GIVEN DATA:
==================================================

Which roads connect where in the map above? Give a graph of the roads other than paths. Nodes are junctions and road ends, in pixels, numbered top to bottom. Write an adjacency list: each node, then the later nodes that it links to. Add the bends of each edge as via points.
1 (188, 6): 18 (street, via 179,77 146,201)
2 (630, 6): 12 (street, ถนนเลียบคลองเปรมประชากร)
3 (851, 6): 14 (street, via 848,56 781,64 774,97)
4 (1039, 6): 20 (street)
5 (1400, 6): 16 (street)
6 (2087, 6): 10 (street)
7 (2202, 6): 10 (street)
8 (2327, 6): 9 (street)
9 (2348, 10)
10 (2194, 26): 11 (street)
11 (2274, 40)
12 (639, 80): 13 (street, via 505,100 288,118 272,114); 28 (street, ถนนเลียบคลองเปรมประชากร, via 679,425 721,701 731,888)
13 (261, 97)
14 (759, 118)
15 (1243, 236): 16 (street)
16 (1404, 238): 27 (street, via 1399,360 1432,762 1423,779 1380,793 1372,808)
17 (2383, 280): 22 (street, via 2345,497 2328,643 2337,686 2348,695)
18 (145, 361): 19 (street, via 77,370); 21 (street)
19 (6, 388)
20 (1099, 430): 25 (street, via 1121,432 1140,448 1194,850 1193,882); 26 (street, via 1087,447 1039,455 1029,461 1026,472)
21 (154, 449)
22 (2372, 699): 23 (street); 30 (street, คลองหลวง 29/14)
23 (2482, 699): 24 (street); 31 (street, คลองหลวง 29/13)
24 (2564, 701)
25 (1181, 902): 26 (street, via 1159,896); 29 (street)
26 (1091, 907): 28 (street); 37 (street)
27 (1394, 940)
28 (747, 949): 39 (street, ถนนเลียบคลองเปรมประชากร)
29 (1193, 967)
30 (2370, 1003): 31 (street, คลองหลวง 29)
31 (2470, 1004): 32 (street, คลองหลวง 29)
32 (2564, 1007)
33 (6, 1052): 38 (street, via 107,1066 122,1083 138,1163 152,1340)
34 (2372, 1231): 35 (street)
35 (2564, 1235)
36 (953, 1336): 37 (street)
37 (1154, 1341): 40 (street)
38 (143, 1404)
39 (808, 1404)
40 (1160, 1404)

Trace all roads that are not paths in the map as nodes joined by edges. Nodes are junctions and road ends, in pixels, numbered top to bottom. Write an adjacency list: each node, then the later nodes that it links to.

==================================================

TASK TO CARRY OUT: Type the records again in full, matching them exactly.

RESULT BELOW:
Which roads connect where in the map above? Give a graph of the roads other than paths. Nodes are junctions and road ends, in pixels, numbered top to bottom. Write an adjacency list: each node, then the later nodes that it links to. Add the bends of each edge as via points.
1 (188, 6): 18 (street, via 179,77 146,201)
2 (630, 6): 12 (street, ถนนเลียบคลองเปรมประชากร)
3 (851, 6): 14 (street, via 848,56 781,64 774,97)
4 (1039, 6): 20 (street)
5 (1400, 6): 16 (street)
6 (2087, 6): 10 (street)
7 (2202, 6): 10 (street)
8 (2327, 6): 9 (street)
9 (2348, 10)
10 (2194, 26): 11 (street)
11 (2274, 40)
12 (639, 80): 13 (street, via 505,100 288,118 272,114); 28 (street, ถนนเลียบคลองเปรมประชากร, via 679,425 721,701 731,888)
13 (261, 97)
14 (759, 118)
15 (1243, 236): 16 (street)
16 (1404, 238): 27 (street, via 1399,360 1432,762 1423,779 1380,793 1372,808)
17 (2383, 280): 22 (street, via 2345,497 2328,643 2337,686 2348,695)
18 (145, 361): 19 (street, via 77,370); 21 (street)
19 (6, 388)
20 (1099, 430): 25 (street, via 1121,432 1140,448 1194,850 1193,882); 26 (street, via 1087,447 1039,455 1029,461 1026,472)
21 (154, 449)
22 (2372, 699): 23 (street); 30 (street, คลองหลวง 29/14)
23 (2482, 699): 24 (street); 31 (street, คลองหลวง 29/13)
24 (2564, 701)
25 (1181, 902): 26 (street, via 1159,896); 29 (street)
26 (1091, 907): 28 (street); 37 (street)
27 (1394, 940)
28 (747, 949): 39 (street, ถนนเลียบคลองเปรมประชากร)
29 (1193, 967)
30 (2370, 1003): 31 (street, คลองหลวง 29)
31 (2470, 1004): 32 (street, คลองหลวง 29)
32 (2564, 1007)
33 (6, 1052): 38 (street, via 107,1066 122,1083 138,1163 152,1340)
34 (2372, 1231): 35 (street)
35 (2564, 1235)
36 (953, 1336): 37 (street)
37 (1154, 1341): 40 (street)
38 (143, 1404)
39 (808, 1404)
40 (1160, 1404)

Trace all roads that are not paths in the map as nodes joined by edges. Nodes are junctions and road ends, in pixels, numbered top to bottom. Write an adjacency list: each node, then the later nodes that it links to.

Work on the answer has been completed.